=== Section Start ===

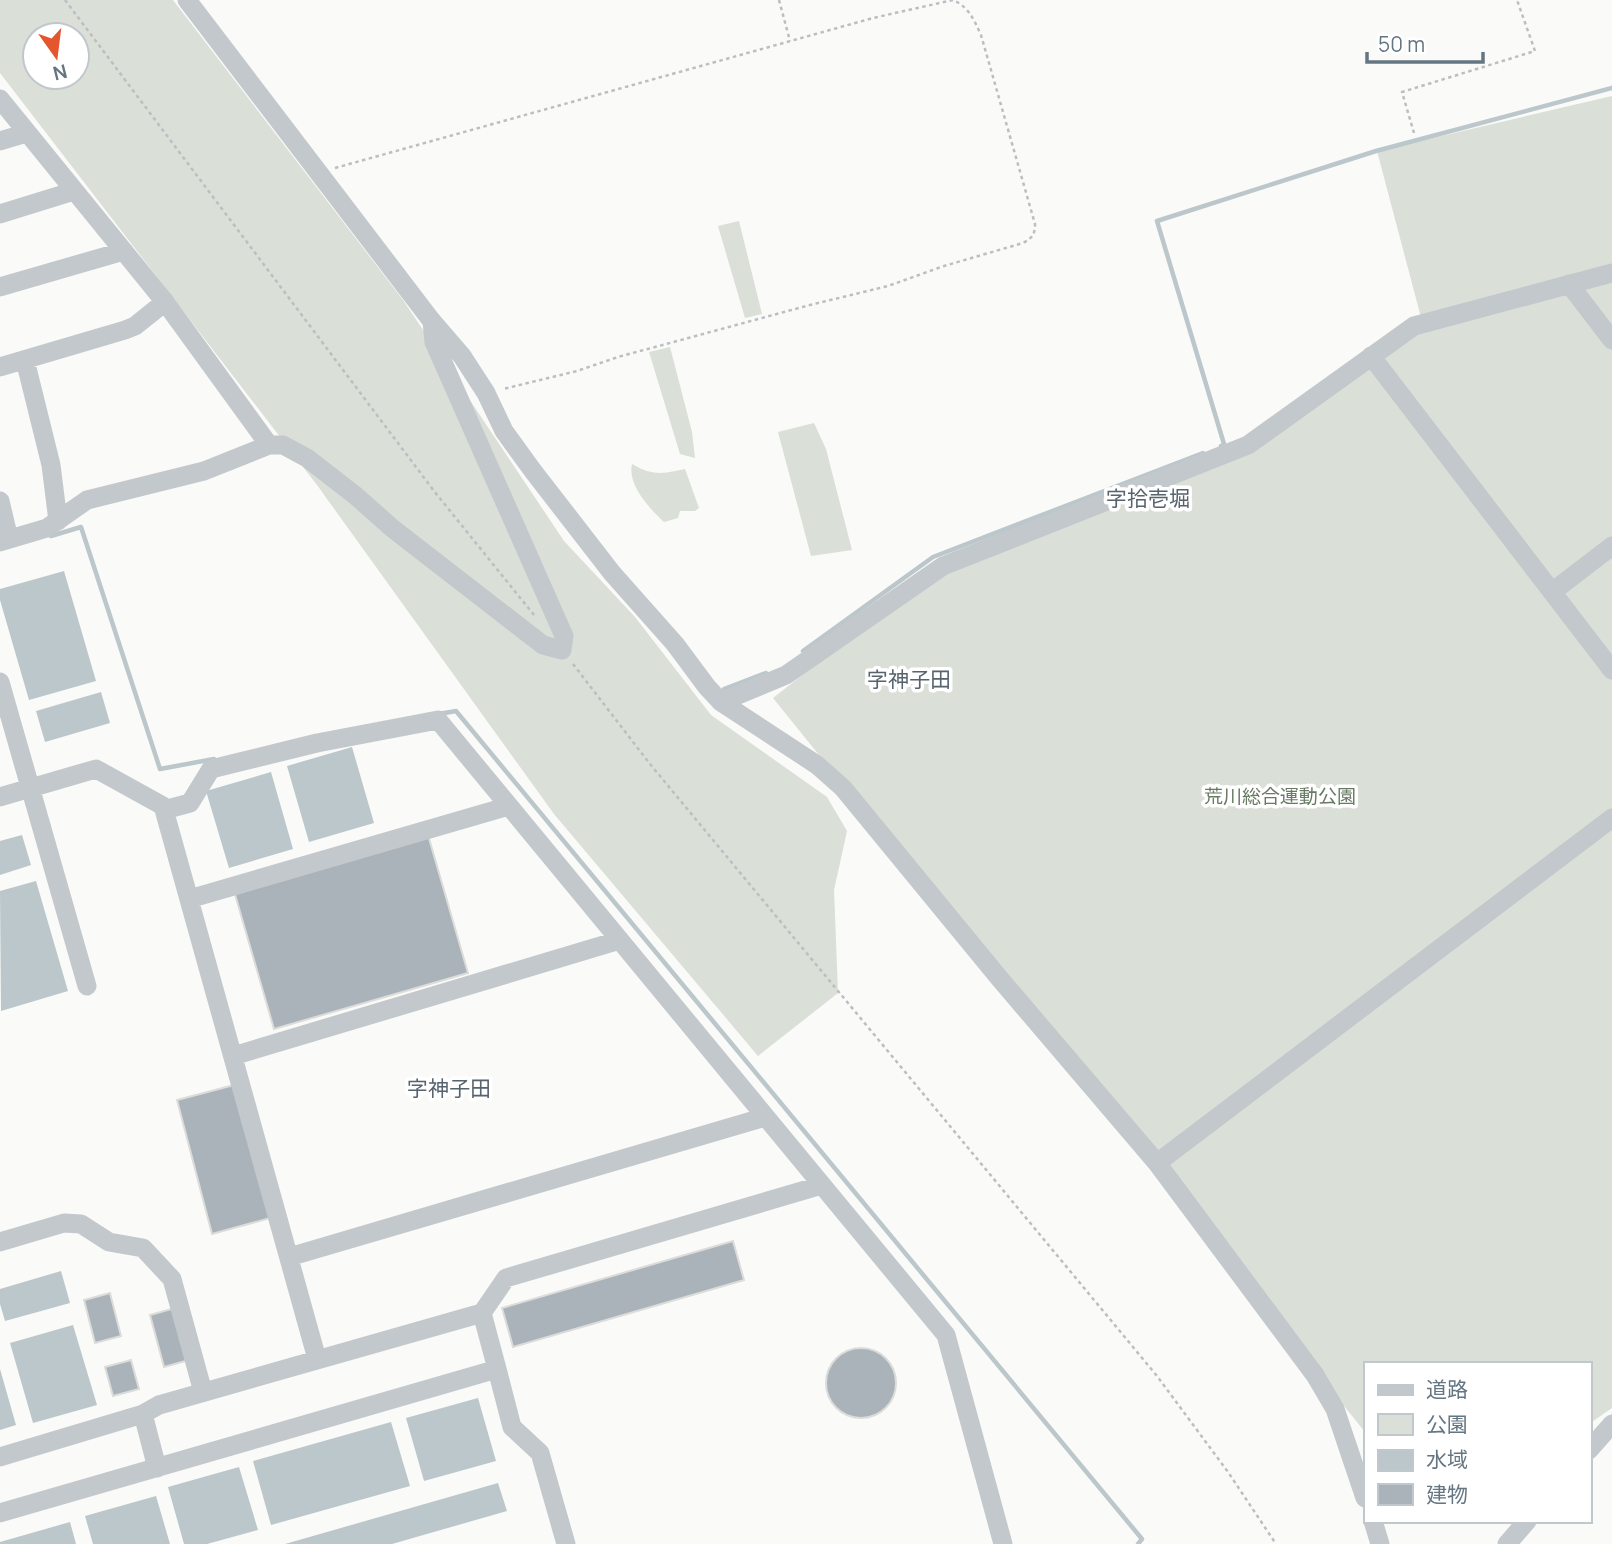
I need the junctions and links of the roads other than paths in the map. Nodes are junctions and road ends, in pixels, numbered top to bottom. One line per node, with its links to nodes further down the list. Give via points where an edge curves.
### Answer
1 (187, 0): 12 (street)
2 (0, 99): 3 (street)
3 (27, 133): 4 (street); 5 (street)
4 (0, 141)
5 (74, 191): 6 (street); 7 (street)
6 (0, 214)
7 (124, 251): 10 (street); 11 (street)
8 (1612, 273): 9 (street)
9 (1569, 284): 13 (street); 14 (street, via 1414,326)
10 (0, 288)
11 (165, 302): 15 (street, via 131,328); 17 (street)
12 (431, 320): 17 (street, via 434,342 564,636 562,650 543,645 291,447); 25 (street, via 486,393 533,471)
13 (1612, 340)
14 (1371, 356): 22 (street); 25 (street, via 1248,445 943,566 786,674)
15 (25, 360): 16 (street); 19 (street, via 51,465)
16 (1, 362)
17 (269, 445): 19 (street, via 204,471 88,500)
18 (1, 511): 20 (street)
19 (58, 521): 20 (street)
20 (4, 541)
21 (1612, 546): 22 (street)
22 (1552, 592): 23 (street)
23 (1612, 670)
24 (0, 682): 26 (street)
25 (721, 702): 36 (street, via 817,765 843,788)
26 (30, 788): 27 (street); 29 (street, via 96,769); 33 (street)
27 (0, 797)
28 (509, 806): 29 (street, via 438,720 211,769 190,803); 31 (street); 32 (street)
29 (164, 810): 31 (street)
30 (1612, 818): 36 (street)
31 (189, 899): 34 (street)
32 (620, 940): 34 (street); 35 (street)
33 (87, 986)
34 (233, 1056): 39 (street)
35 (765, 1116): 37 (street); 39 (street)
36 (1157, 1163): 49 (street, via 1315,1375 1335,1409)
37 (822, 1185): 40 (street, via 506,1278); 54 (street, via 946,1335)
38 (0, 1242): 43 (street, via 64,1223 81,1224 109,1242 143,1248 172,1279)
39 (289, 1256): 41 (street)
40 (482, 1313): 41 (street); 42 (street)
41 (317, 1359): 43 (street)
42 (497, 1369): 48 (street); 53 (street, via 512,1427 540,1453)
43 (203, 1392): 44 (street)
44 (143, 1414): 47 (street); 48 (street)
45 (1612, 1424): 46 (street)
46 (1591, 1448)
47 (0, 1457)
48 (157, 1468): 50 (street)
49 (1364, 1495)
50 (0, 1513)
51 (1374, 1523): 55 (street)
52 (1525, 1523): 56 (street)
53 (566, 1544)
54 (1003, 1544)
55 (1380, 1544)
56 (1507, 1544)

=== Section End ===

■ What the exercise asks
Every record is to be reproduced exactly, with no pictures included.

■ Written answer
I need the junctions and links of the roads other than paths in the map. Nodes are junctions and road ends, in pixels, numbered top to bottom. One line per node, with its links to nodes further down the list. Give via points where an edge curves.
### Answer
1 (187, 0): 12 (street)
2 (0, 99): 3 (street)
3 (27, 133): 4 (street); 5 (street)
4 (0, 141)
5 (74, 191): 6 (street); 7 (street)
6 (0, 214)
7 (124, 251): 10 (street); 11 (street)
8 (1612, 273): 9 (street)
9 (1569, 284): 13 (street); 14 (street, via 1414,326)
10 (0, 288)
11 (165, 302): 15 (street, via 131,328); 17 (street)
12 (431, 320): 17 (street, via 434,342 564,636 562,650 543,645 291,447); 25 (street, via 486,393 533,471)
13 (1612, 340)
14 (1371, 356): 22 (street); 25 (street, via 1248,445 943,566 786,674)
15 (25, 360): 16 (street); 19 (street, via 51,465)
16 (1, 362)
17 (269, 445): 19 (street, via 204,471 88,500)
18 (1, 511): 20 (street)
19 (58, 521): 20 (street)
20 (4, 541)
21 (1612, 546): 22 (street)
22 (1552, 592): 23 (street)
23 (1612, 670)
24 (0, 682): 26 (street)
25 (721, 702): 36 (street, via 817,765 843,788)
26 (30, 788): 27 (street); 29 (street, via 96,769); 33 (street)
27 (0, 797)
28 (509, 806): 29 (street, via 438,720 211,769 190,803); 31 (street); 32 (street)
29 (164, 810): 31 (street)
30 (1612, 818): 36 (street)
31 (189, 899): 34 (street)
32 (620, 940): 34 (street); 35 (street)
33 (87, 986)
34 (233, 1056): 39 (street)
35 (765, 1116): 37 (street); 39 (street)
36 (1157, 1163): 49 (street, via 1315,1375 1335,1409)
37 (822, 1185): 40 (street, via 506,1278); 54 (street, via 946,1335)
38 (0, 1242): 43 (street, via 64,1223 81,1224 109,1242 143,1248 172,1279)
39 (289, 1256): 41 (street)
40 (482, 1313): 41 (street); 42 (street)
41 (317, 1359): 43 (street)
42 (497, 1369): 48 (street); 53 (street, via 512,1427 540,1453)
43 (203, 1392): 44 (street)
44 (143, 1414): 47 (street); 48 (street)
45 (1612, 1424): 46 (street)
46 (1591, 1448)
47 (0, 1457)
48 (157, 1468): 50 (street)
49 (1364, 1495)
50 (0, 1513)
51 (1374, 1523): 55 (street)
52 (1525, 1523): 56 (street)
53 (566, 1544)
54 (1003, 1544)
55 (1380, 1544)
56 (1507, 1544)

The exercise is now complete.